== Requirement ==
Which lines of the listing hold the string "thumb"? Copy those lines.

== Data supplied ==
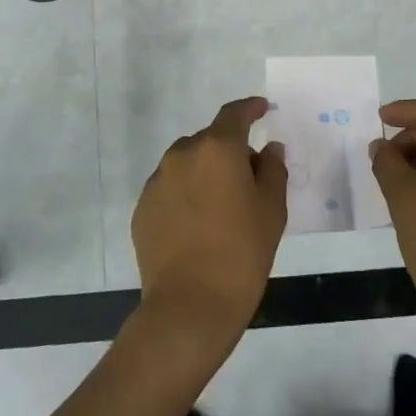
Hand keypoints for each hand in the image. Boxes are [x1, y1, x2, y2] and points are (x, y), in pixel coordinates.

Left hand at [132, 97, 287, 345]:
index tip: (262, 108)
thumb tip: (269, 150)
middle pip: (210, 140)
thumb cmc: (242, 253)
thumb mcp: (272, 210)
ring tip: (221, 206)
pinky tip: (198, 225)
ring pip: (187, 163)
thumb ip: (272, 170)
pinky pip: (170, 189)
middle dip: (230, 151)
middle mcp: (183, 154)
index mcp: (218, 148)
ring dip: (205, 173)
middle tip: (249, 179)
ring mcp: (158, 181)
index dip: (250, 108)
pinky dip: (186, 195)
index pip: (234, 114)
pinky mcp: (142, 209)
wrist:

== Task solution ==
thumb tip: (269, 150)
thumb cmc: (242, 253)
thumb mcp: (272, 210)
thumb ip: (272, 170)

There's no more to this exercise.